Dans sa présentation à l’EMS 2006, Appropriation, exchange, understanding, l’expert britannique en musique électronique Simon Emmerson a souligné que les musiciens ont toujours échangé des concepts et des idées à travers l’acte même de jouer ensemble, souvent sans utiliser le langage. Mais Emmerson a également évoqué l’idée que tout système d’échange implique une certaine forme de distorsion, de réduction, d’appauvrissement ou de perte : « Même si une partie de ces déperditions va être l’inévitable résultat du changement social global, on ne pourra pas éviter de se poser les questions éthiques liées à la connaissance et à la conscience. » (Emmerson 2006)[8] Même si au fil du temps nous avons pris de plus en plus conscience de la complexité du projet, c’est dès le début que les dimensions sociales et politiques ont fait partie des préoccupations du groupe The Six Tone, mais la question importante soulevée par Emmerson est de savoir comment identifier les valeurs qui peuvent être mises en péril au cours d’une collaboration. Il souligne aussi que l’idée de musique interculturelle est en général canalisée par des technologies occidentales telles que la notation et qu’elle est jouée en utilisant les pratiques européennes d’interprétation de la musique [European performance practices]. L’objectif général avec The Six Tones, a été pourtant de démanteler la distinction binaire entre l’Est et l’Ouest et de n’ignorer ni l’une ni l’autre des traditions en présence. Nous avons cherché à établir une rencontre dynamique entre les traditions, en plaçant au centre des préoccupations l’échange de connaissances plutôt que son appropriation. En examinant ce qui s’est passé dans le processus, il paraît évident qu’Emmerson a des arguments convaincants lorsqu’il conclut que dans les projets interculturels il y a la nécessité de développer une sensibilité aux différences significatives qui existent de manière très pratique dans les qualités sonores et les comportements, et qui existent tout autant dans les valeurs esthétiques et culturelles, afin de prendre conscience de ce qui se perd dans une transaction interculturelle (Emmerson 2006 : 8).

Une séance de travail et un concert à l’Académie Nationale de Musique du Vietnam se sont tenus à l’automne 2006 et ont constitué un tournant majeur dans le développement de The Six Tones.

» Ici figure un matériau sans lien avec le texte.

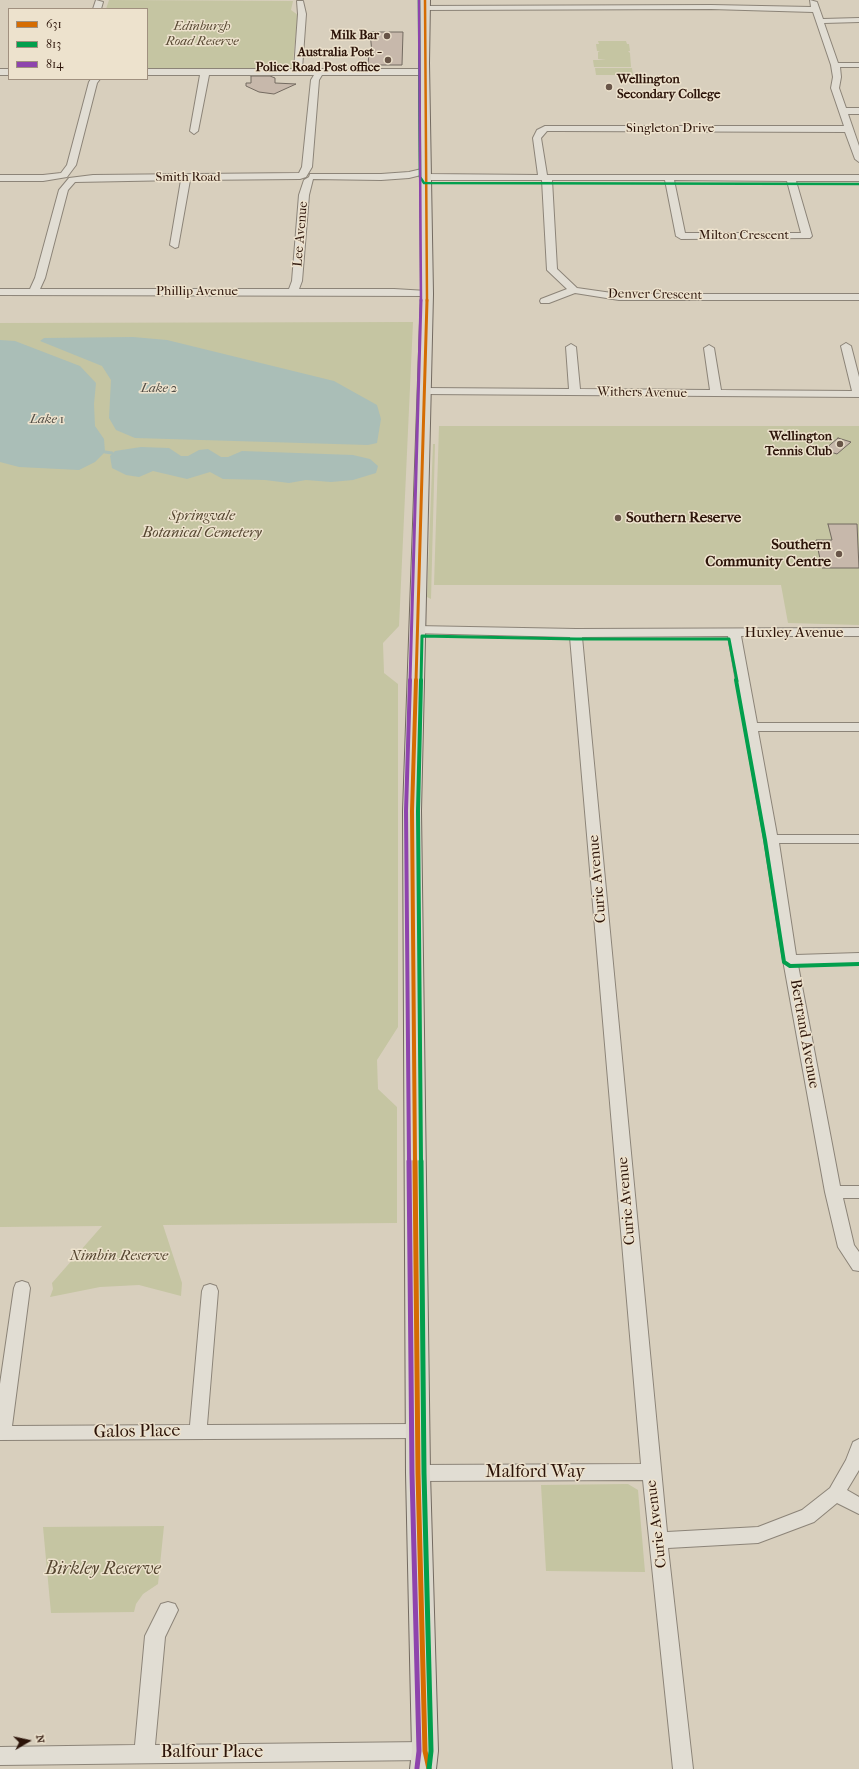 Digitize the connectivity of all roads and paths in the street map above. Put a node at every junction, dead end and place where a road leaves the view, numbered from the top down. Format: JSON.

Si la première rencontre à Malmö avait été extrêmement hésitante et dominée par les tentatives infructueuses pour contrecarrer la perception d’inégalité à l’intérieur du groupe, la visite à Hanoï a eu un impact notable sur l’évolution du projet. Travailler avec Thủy et My dans leur propre pays a changé notablement la situation, ce qui a été renforcé par le renversement temporaire des rôles puisque Stefan et moi-même étions maintenant des visiteurs dans un pays étranger ayant peu de compréhension des codes en vigueur et de sa culture.

 

Devenir capable d’écoute

Ceci a été renforcé lorsque nous avons découvert comment étaient envisagés les rôles de genre au Vietnam, et de quelle manière ils étaient différents de ceux en usage en Occident. Ce qui nous a frappés, c’est le nombre exceptionnel des positions tenues par les femmes au Vietnam alors qu’elles sont en Europe traditionnellement occupées par des hommes. La direction de l’Académie de Musique et beaucoup des postes importants dans cette institution sont tenus par des femmes, et beaucoup d’emplois à l’autre bout de la hiérarchie, comme les agents d’entretiens et les secrétaires, sont tenus par des hommes. D’après Văn Kỳ (2002), les femmes au Vietnam ont historiquement occupé une position de force, mais la situation à Hanoï aujourd’hui est plus probablement influencée par le rôle que les femmes vietnamiennes ont eu à assumer pendant la guerre du Vietnam, plutôt que par une évidence historique de matriarcat. Cependant l’expérience au sein du groupe de cette différence subtile et pourtant importante a clairement affecté nos relations mutuelles. Était-il raisonnable ou non de traiter Thủy et My délicatement comme des femmes fragiles, sensibles et subalternes ? De les voir évoluer dans leur propre pays a clairement démontré que certaines de nos hypothèses étaient basées sur des préjugés[9].

Grâce à un aperçu assez rudimentaire de la société vietnamienne, la base des interactions dans le groupe a pu changer radicalement, la différence majeure étant la manière avec laquelle j’ai pu me situer par rapport à Thủy et My. J’ai pu dans une certaine mesure me libérer de mes préjugés sur elles en tant qu’étrangères, par définitions des victimes – de me libérer de réactions typiques, d’habitudes. Je suis devenu capable d’écoute.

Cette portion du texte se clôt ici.